One such clinic at Chandler Fashion Center is Skinovative, a Tempe, Ariz.–based skin-treatment company that operates 10 clinics, in Arizona, Idaho, Texas and Las Vegas. Those units have been so successful that founder Vincent Wells says the company plans to expand to 200 units by the end of 2010. Besides the Chandler clinic, the company also operates in General Growth Properties’ Tucson (Ariz.) Mall and Boise (Idaho) Towne Square, and at the Simon Property Group–owned Galleria, in Houston. Skinovative’s first clinic in a lifestyle center opened in October at Westcor’s SanTan Village, in Gilbert, Ariz. The other five units are in medical office plazas.

“Skinovative has been a wonderful addition to the property,” said Lanoue. “They attract baby boomer women between 40 and 60 years old with more disposable income than the average shopper, and that’s a fantastic customer to welcome to our center.”

When Wells opened Skinovative’s first clinic, in Boise, in 2001, he had a hunch that aesthetic medical clinics such as his would be a good fit in shopping centers. “The retail environment felt like a great, nonthreatening way to put it out there for people who were curious to find out more,” said Wells. “Customers are comfortable walking into the store to pick up information, say, on their way to the food court or their favorite department store.” Dillard’s and Lane Bryant flank the Skinovative unit at Chandler Fashion Center.

Sales vary by location, but the Skinovative units take in between $500 and $1,000 per square foot, Wells says.
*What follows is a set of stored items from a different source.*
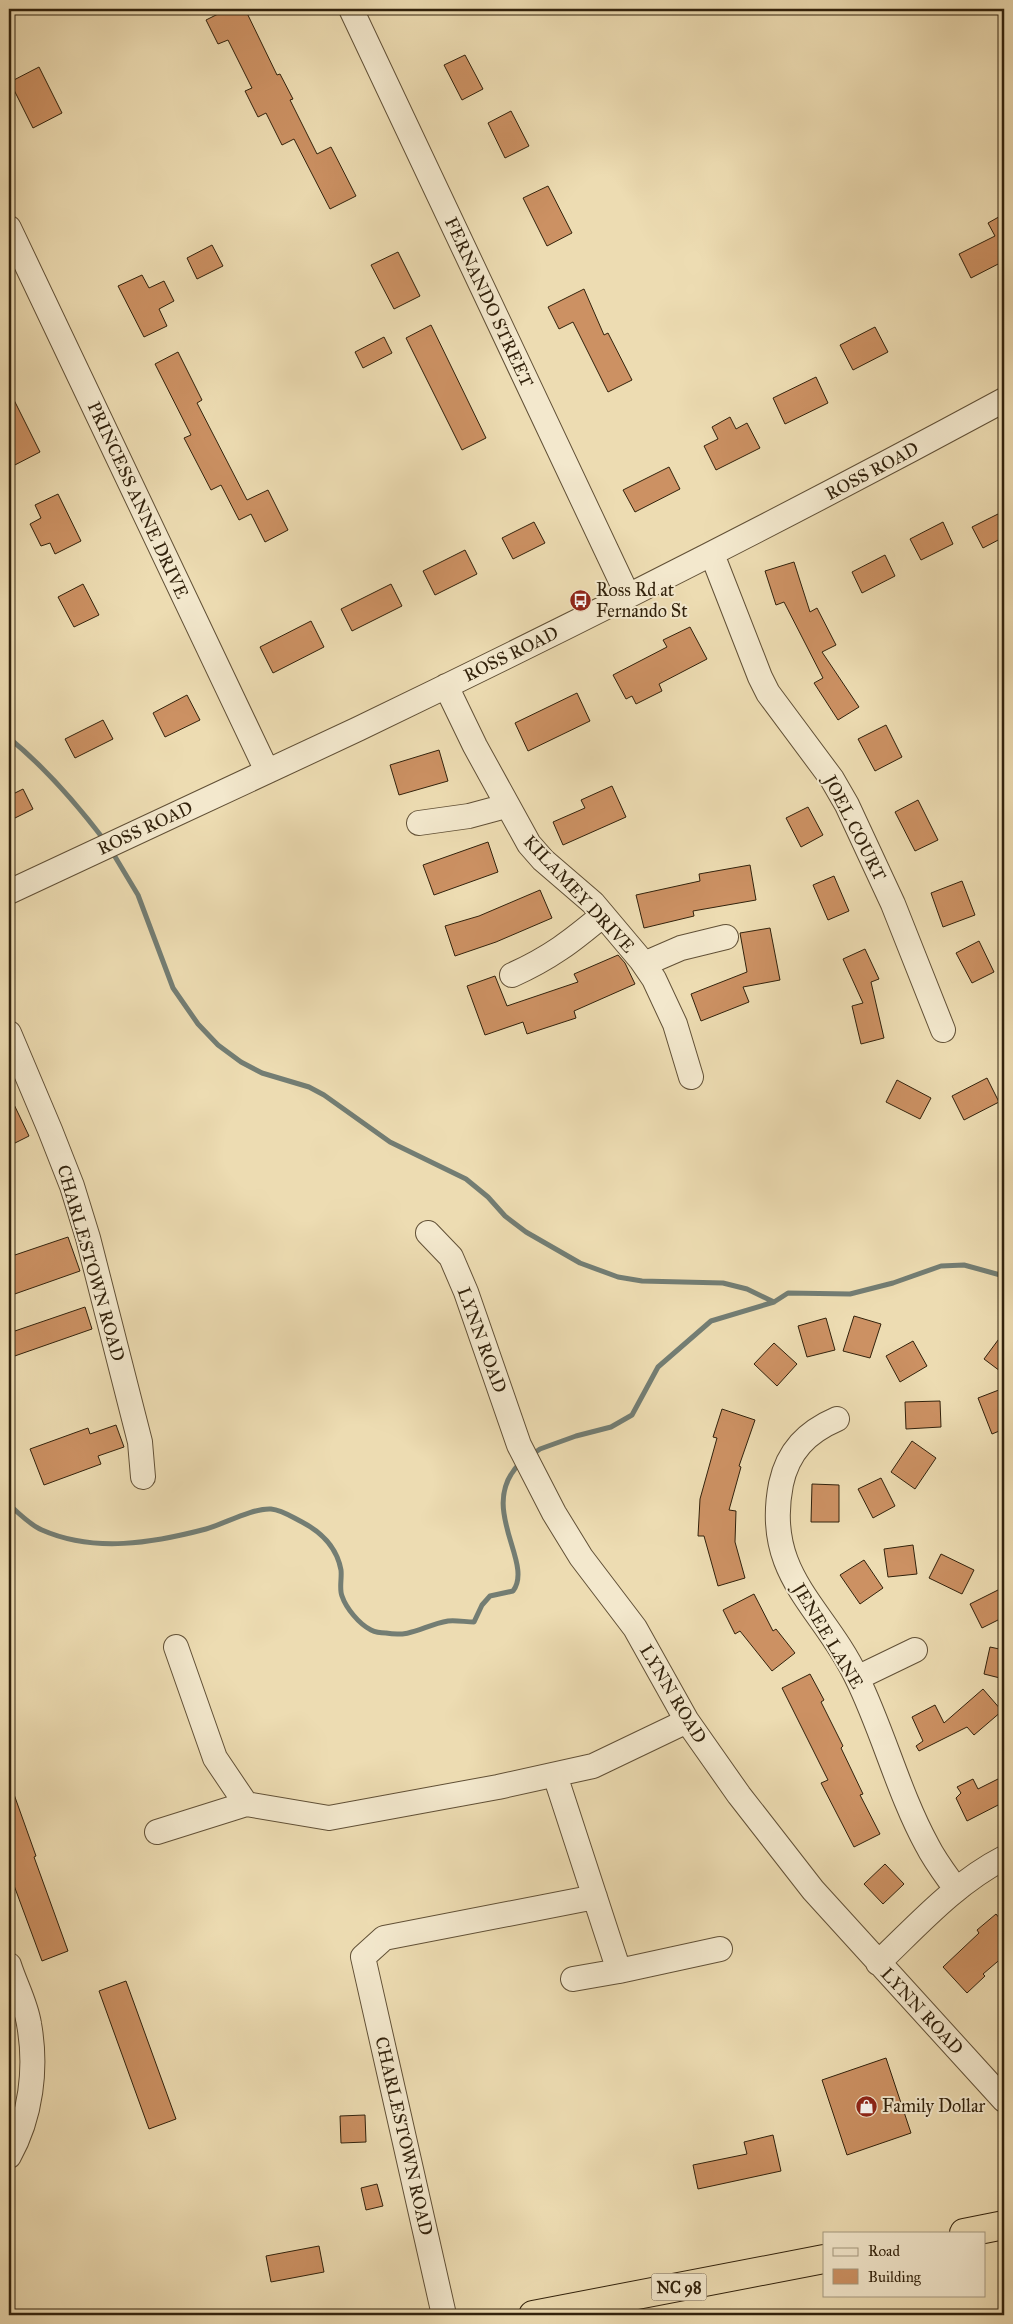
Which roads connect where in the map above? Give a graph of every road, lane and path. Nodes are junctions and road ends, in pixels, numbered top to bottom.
1 (351, 9) edge
2 (9, 228) edge
3 (1004, 400) edge
4 (712, 554) junction
5 (628, 596) junction
6 (446, 686) junction
7 (267, 771) junction
8 (506, 806) junction
9 (420, 823) dead end
10 (9, 892) edge
11 (603, 915) junction
12 (726, 938) dead end
13 (644, 964) junction
14 (512, 975) dead end
15 (943, 1030) dead end
16 (9, 1033) edge
17 (691, 1077) dead end
18 (428, 1233) dead end
19 (837, 1419) dead end
20 (143, 1478) dead end
21 (176, 1647) dead end
22 (915, 1650) dead end
23 (857, 1678) junction
24 (687, 1721) junction
25 (555, 1774) junction
26 (246, 1804) junction
27 (156, 1832) dead end
28 (1004, 1858) edge
29 (956, 1889) junction
30 (595, 1897) junction
31 (720, 1949) dead end
32 (878, 1963) junction
33 (9, 1965) edge
34 (619, 1971) junction
35 (573, 1979) dead end
36 (1004, 2100) edge
37 (9, 2156) edge
38 (1004, 2225) edge
39 (969, 2232) edge
40 (823, 2259) edge
41 (444, 2315) edge
42 (533, 2315) edge

1 - 5 street, FERNANDO STREET
2 - 7 street, PRINCESS ANNE DRIVE
3 - 4 street, ROSS ROAD
4 - 5 street, ROSS ROAD
4 - 15 street, JOEL COURT
5 - 6 street, ROSS ROAD
6 - 7 street, ROSS ROAD
6 - 8 street, KILAMEY DRIVE
7 - 10 street, ROSS ROAD
8 - 9 street
8 - 11 street, KILAMEY DRIVE
11 - 13 street, KILAMEY DRIVE
11 - 14 street
12 - 13 street
13 - 17 street, KILAMEY DRIVE
16 - 20 street, CHARLESTOWN ROAD
18 - 24 street, LYNN ROAD
19 - 23 street, JENEE LANE
21 - 26 street
22 - 23 street
23 - 29 street, JENEE LANE
24 - 25 street
24 - 32 street, LYNN ROAD
25 - 26 street
25 - 30 street
26 - 27 street
28 - 29 street
29 - 32 street
30 - 34 street
30 - 41 street, CHARLESTOWN ROAD
31 - 34 street
32 - 36 street, LYNN ROAD
33 - 37 street
34 - 35 street
38 - 39 highway
40 - 42 highway, NC 98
Skinovative offers such services as laser wrinkle reduction, blue-light therapy for acne control, tooth whitening, tattoo removal and laser vein removal. The cellulite-reduction services account for 20 percent of sales, and Botox injections make up 10 percent. A single cellulite-reduction treatment takes 30 minutes and costs between $500 and $700, Wells says.

The company promises noticeable cellulite reduction after a series of five treatments, meaning the average customer would have to spend between $2,500 and $3,500 to see the promised results. One of the benefits offered by Skinovative and most medical spas within shopping centers is that clients need not convalesce. “We dissolve fat without needles, so there is no pain,” said Wells. “Our customers walk out after they are done, and they are able to continue shopping.”
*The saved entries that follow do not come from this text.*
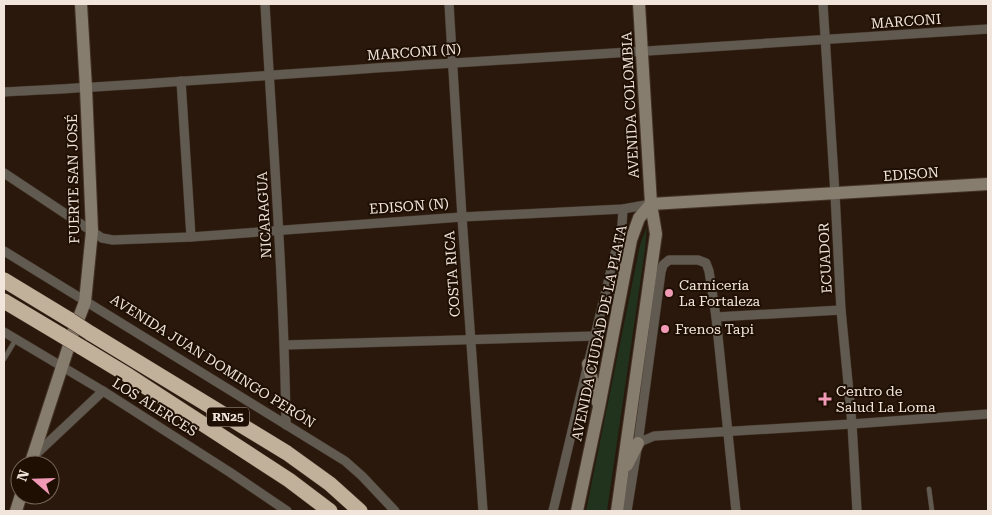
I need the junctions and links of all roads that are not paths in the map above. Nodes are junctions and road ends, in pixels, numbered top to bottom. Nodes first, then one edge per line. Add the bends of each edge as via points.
1 (81, 4) edge
2 (264, 4) edge
3 (449, 4) edge
4 (639, 4) edge
5 (823, 4) edge
6 (988, 29) edge
7 (826, 41) junction
8 (642, 52) junction
9 (453, 63) junction
10 (269, 76) junction
11 (181, 81) junction
12 (86, 88) junction
13 (4, 92) edge
14 (4, 173) edge
15 (988, 184) edge
16 (836, 194) junction
17 (651, 204) junction
18 (623, 209) junction
19 (462, 217) junction
20 (92, 231) junction
21 (279, 231) junction
22 (191, 237) junction
23 (4, 252) edge
24 (4, 280) edge
25 (4, 301) edge
26 (85, 302) junction
27 (841, 310) junction
28 (716, 317) junction
29 (4, 332) edge
30 (595, 336) junction
31 (471, 339) junction
32 (16, 340) junction
33 (285, 345) junction
34 (4, 359) edge
35 (588, 364) junction
36 (62, 366) junction
37 (103, 391) junction
38 (599, 408) junction
39 (988, 414) edge
40 (852, 424) junction
41 (286, 426) junction
42 (727, 432) junction
43 (638, 443) junction
44 (34, 455) edge
45 (38, 455) edge
46 (622, 476) junction
47 (929, 489) dead end
48 (287, 511) edge
49 (330, 511) edge
50 (360, 511) edge
51 (395, 511) edge
52 (483, 511) edge
53 (553, 511) edge
54 (577, 511) edge
55 (617, 511) edge
56 (627, 511) edge
57 (736, 511) edge
58 (857, 511) edge
59 (932, 511) edge

1 - 12 street, FUERTE SAN JOSÉ
2 - 10 street, NICARAGUA
3 - 9 street, COSTA RICA
4 - 8 street, AVENIDA COLOMBIA
5 - 7 street, ECUADOR
6 - 7 street, MARCONI
7 - 8 street, MARCONI (N)
7 - 16 street, ECUADOR
8 - 9 street, MARCONI (N)
8 - 17 street, AVENIDA COLOMBIA
9 - 10 street, MARCONI (N)
9 - 19 street, COSTA RICA
10 - 11 street, MARCONI (N)
10 - 21 street, NICARAGUA
11 - 12 street, MARCONI (N)
11 - 22 street
12 - 13 street, MARCONI (N)
12 - 20 street, FUERTE SAN JOSÉ
14 - 20 street, EDISON (N)
15 - 16 street, EDISON
16 - 17 street, EDISON (N)
16 - 27 street, ECUADOR
17 - 18 street, EDISON (N)
17 - 38 street, AVENIDA CIUDAD DE LA PLATA via 639,218 632,240
17 - 46 street via 656,234
18 - 19 street, EDISON (N)
18 - 30 street, AVENIDA CIUDAD DE LA PLATA
19 - 21 street, EDISON (N)
19 - 31 street, COSTA RICA
20 - 22 street, EDISON (N) via 113,240
20 - 26 street, FUERTE SAN JOSÉ
21 - 22 street, EDISON (N)
21 - 33 street, NICARAGUA
23 - 26 street, AVENIDA JUAN DOMINGO PERÓN
24 - 50 highway, RN25, bridge via 287,453
25 - 49 highway, RN25, bridge via 129,376 290,480
26 - 36 street, FUERTE SAN JOSÉ
26 - 41 street, AVENIDA JUAN DOMINGO PERÓN
27 - 28 street
27 - 40 street, ECUADOR
28 - 42 street
28 - 43 street via 706,262 669,260 663,265
29 - 32 street, LOS ALERCES
30 - 31 street
30 - 35 street, AVENIDA CIUDAD DE LA PLATA
31 - 33 street
31 - 52 street, COSTA RICA
32 - 34 lane
32 - 36 street, LOS ALERCES
33 - 41 street, NICARAGUA
35 - 38 street
35 - 53 street, AVENIDA CIUDAD DE LA PLATA
36 - 37 street, LOS ALERCES
36 - 44 street, FUERTE SAN JOSÉ
37 - 45 street
37 - 48 street, LOS ALERCES
38 - 54 street, AVENIDA CIUDAD DE LA PLATA
39 - 40 street
40 - 42 street
40 - 58 street, ECUADOR
41 - 51 street, AVENIDA JUAN DOMINGO PERÓN via 344,461
42 - 43 street via 654,436
42 - 57 street
43 - 46 street
43 - 56 street
46 - 55 street
47 - 59 lane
Skinovative plans to open about half a dozen more clinics in Houston, and two or three in Tampa by the end of 2007, says Wells, who declined to give specific locations citing pending negotiations.
Going forward, the company is likely to expand most in lifestyle centers and at street locations, says Wells. “I’m a strong advocate for indoor centers as a great way to build brand recognition, but we’re running out of good centers in areas where we want to be,” said Wells. “We’re really looking to make a push to cluster our clinics in metro areas in Arizona, Florida and Texas, and once we open in all the malls we like, we’ll have to move on to outdoor centers.”
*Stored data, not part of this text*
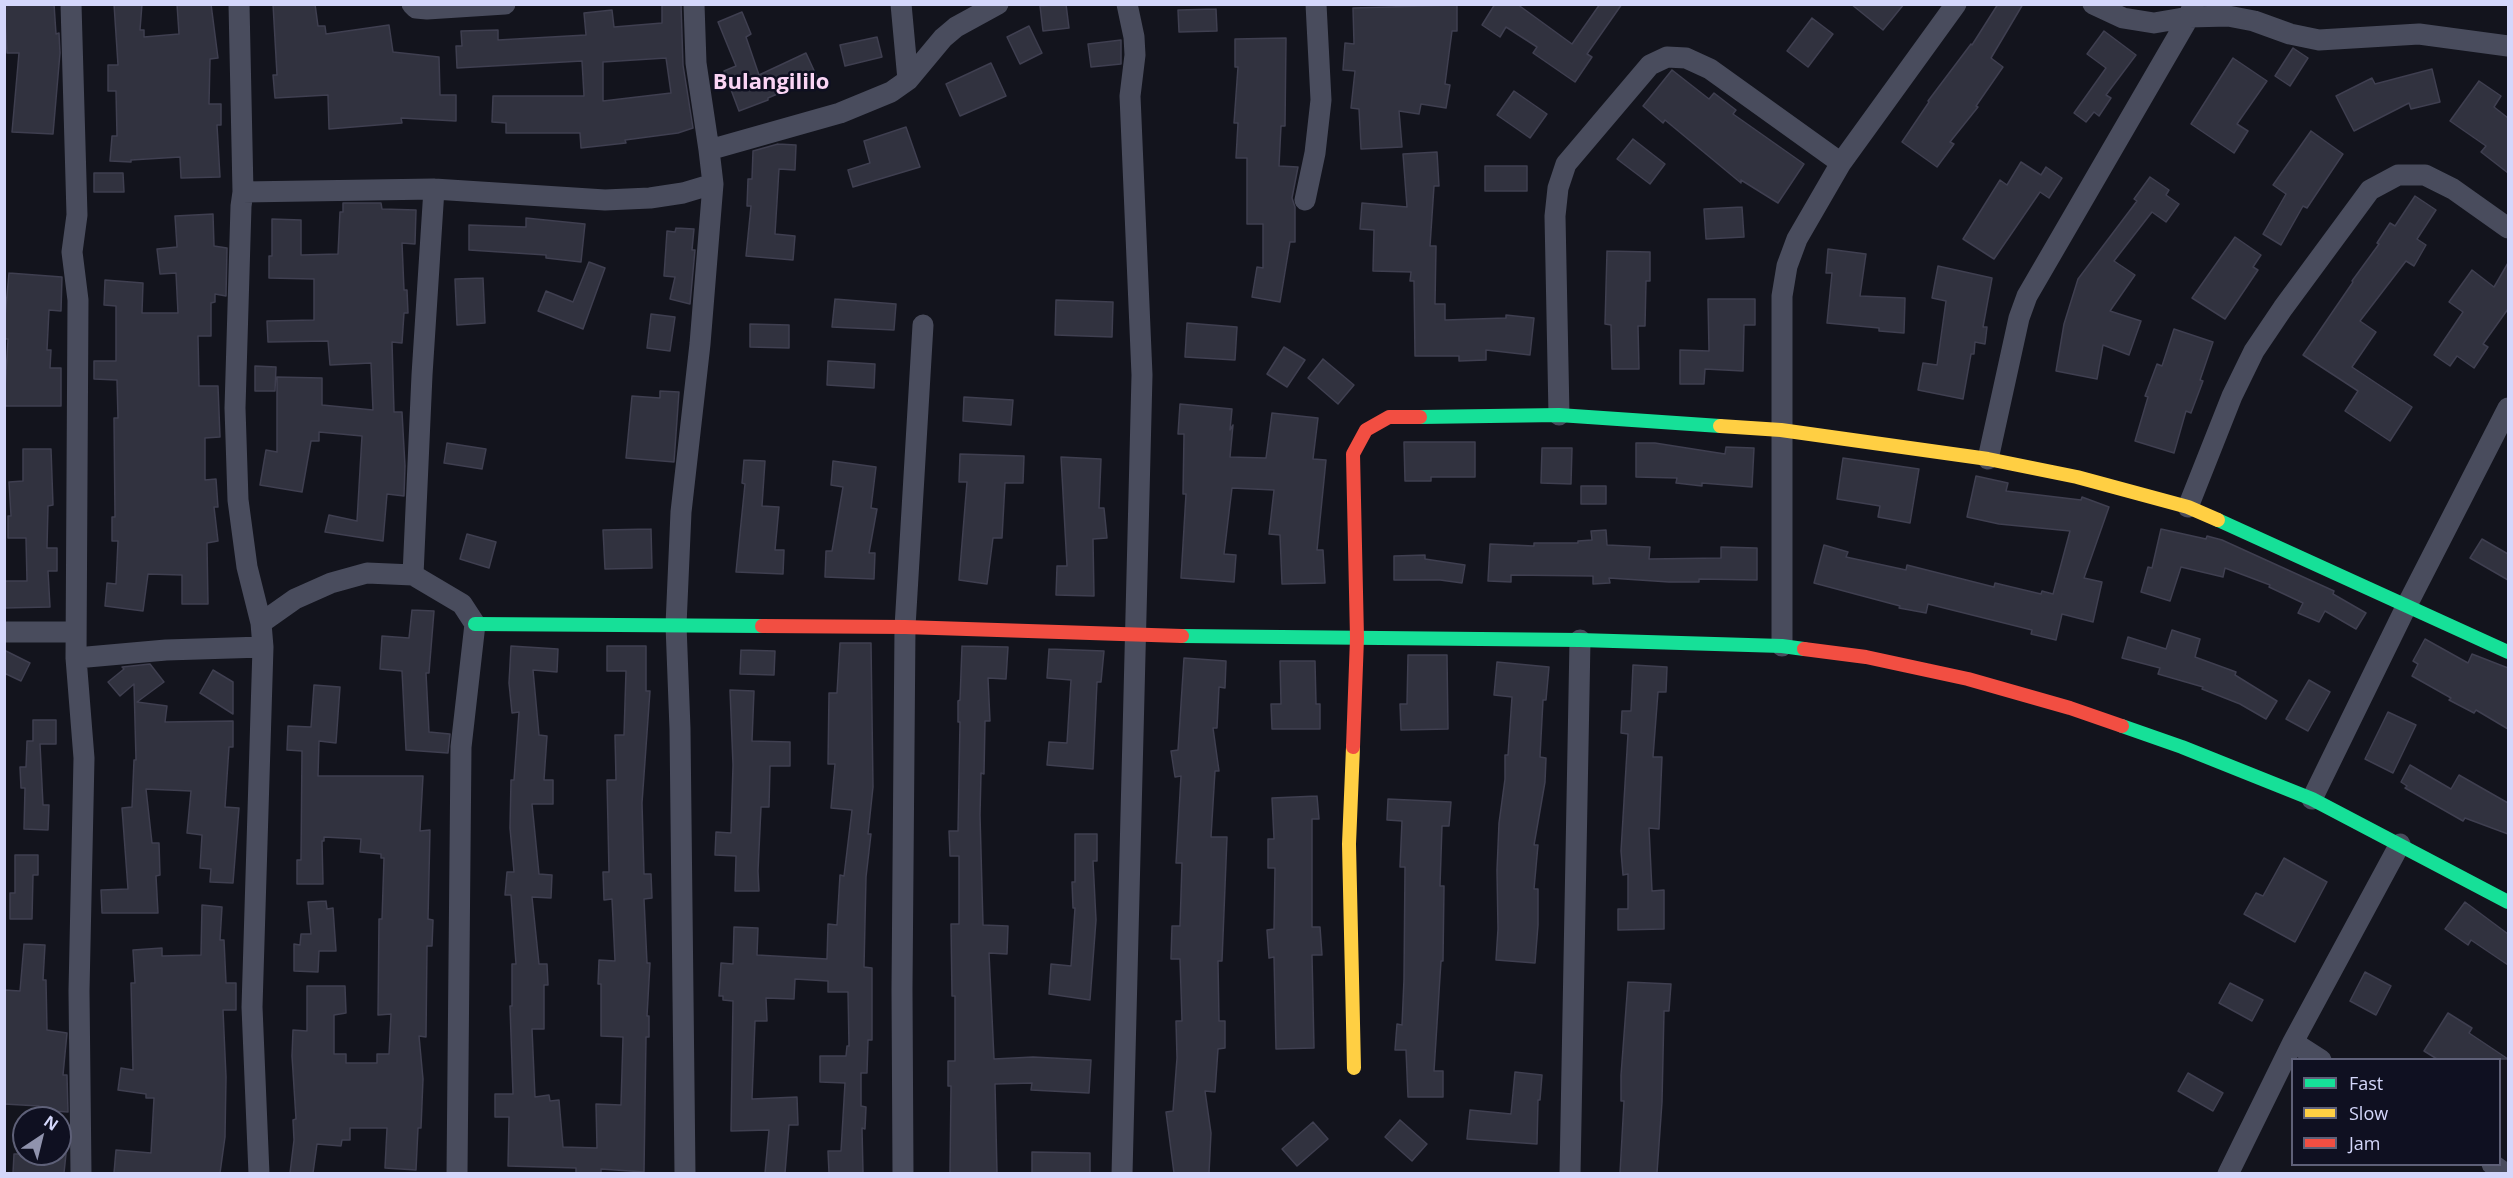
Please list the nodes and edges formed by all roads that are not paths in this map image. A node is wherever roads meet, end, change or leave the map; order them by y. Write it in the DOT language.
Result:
graph roads {
  1 [pos="72,4"];
  2 [pos="239,4"];
  3 [pos="412,4"];
  4 [pos="505,4"];
  5 [pos="694,4"];
  6 [pos="901,4"];
  7 [pos="998,4"];
  8 [pos="1127,4"];
  9 [pos="1316,4"];
  10 [pos="1956,4"];
  11 [pos="2093,4"];
  12 [pos="2191,11"];
  13 [pos="2508,46"];
  14 [pos="908,80"];
  15 [pos="709,150"];
  16 [pos="1841,163"];
  17 [pos="713,184"];
  18 [pos="434,189"];
  19 [pos="243,192"];
  20 [pos="1305,200"];
  21 [pos="2508,228"];
  22 [pos="923,325"];
  23 [pos="2508,408"];
  24 [pos="1559,415"];
  25 [pos="1781,430"];
  26 [pos="1988,459"];
  27 [pos="2188,507"];
  28 [pos="413,575"];
  29 [pos="2406,607"];
  30 [pos="261,623"];
  31 [pos="475,624"];
  32 [pos="676,625"];
  33 [pos="905,627"];
  34 [pos="4,632"];
  35 [pos="76,632"];
  36 [pos="1135,635"];
  37 [pos="1357,638"];
  38 [pos="1580,640"];
  39 [pos="1782,646"];
  40 [pos="263,647"];
  41 [pos="2508,652"];
  42 [pos="76,658"];
  43 [pos="2312,799"];
  44 [pos="2400,844"];
  45 [pos="2508,902"];
  46 [pos="2293,1042"];
  47 [pos="2319,1058"];
  48 [pos="1354,1068"];
  49 [pos="81,1173"];
  50 [pos="259,1173"];
  51 [pos="457,1173"];
  52 [pos="685,1173"];
  53 [pos="903,1173"];
  54 [pos="1122,1173"];
  55 [pos="1570,1173"];
  56 [pos="2228,1173"];
  1 -- 35 [label="street"];
  2 -- 19 [label="street"];
  3 -- 4 [label="street"];
  5 -- 15 [label="street"];
  6 -- 14 [label="street"];
  7 -- 14 [label="street"];
  8 -- 36 [label="street"];
  9 -- 20 [label="street"];
  10 -- 16 [label="street"];
  11 -- 12 [label="street"];
  12 -- 13 [label="street"];
  12 -- 26 [label="street"];
  14 -- 15 [label="street"];
  15 -- 17 [label="street"];
  16 -- 24 [label="street"];
  16 -- 25 [label="street"];
  17 -- 18 [label="street"];
  17 -- 32 [label="street"];
  18 -- 19 [label="street"];
  18 -- 28 [label="street"];
  19 -- 30 [label="street"];
  21 -- 27 [label="street"];
  22 -- 33 [label="street"];
  23 -- 29 [label="street"];
  24 -- 25 [label="street"];
  24 -- 37 [label="street"];
  25 -- 26 [label="street"];
  25 -- 39 [label="street"];
  26 -- 27 [label="street"];
  27 -- 29 [label="street"];
  28 -- 30 [label="street"];
  28 -- 31 [label="street"];
  29 -- 41 [label="street"];
  29 -- 43 [label="street"];
  30 -- 40 [label="street"];
  31 -- 32 [label="street"];
  31 -- 51 [label="street"];
  32 -- 33 [label="street"];
  32 -- 52 [label="street"];
  33 -- 36 [label="street"];
  33 -- 53 [label="street"];
  34 -- 35 [label="street"];
  35 -- 42 [label="street"];
  36 -- 37 [label="street"];
  36 -- 54 [label="street"];
  37 -- 38 [label="street"];
  37 -- 48 [label="street"];
  38 -- 39 [label="street"];
  38 -- 55 [label="street"];
  39 -- 43 [label="street"];
  40 -- 42 [label="street"];
  40 -- 50 [label="street"];
  42 -- 49 [label="street"];
  43 -- 44 [label="street"];
  44 -- 45 [label="street"];
  44 -- 46 [label="street"];
  46 -- 47 [label="street"];
  46 -- 56 [label="street"];
}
Skinovative’s business model of doctor-owned clinics allows it to expand faster, observers say. The company licenses the Skinovative brand to physicians who wish to own their own cosmetic medical practices. “A lot of doctors want to go into this to make more money, but it’s usually very challenging for them to build a brand,” said Wells. “Once we find the right physicians to partner with, we train them in our program, help them get set up with the equipment they need, and then advertise to drive traffic to their clinics.”

The doctor-owned clinics help a spa’s credibility, sources say, but many consumers are still nervous about receiving medical treatment, no matter how superficial, in a shopping center. “Right now there aren’t any aesthetic clinic brands in centers that consumers really know and trust,” said Wells. “We’re looking to become the first.”

And with 76 million baby boomers navigating through a culture that seems to become more youth-obsessed every day, sources say there’s no time like the present for these companies to attend to the foreheads, thighs, stomachs and arms of America.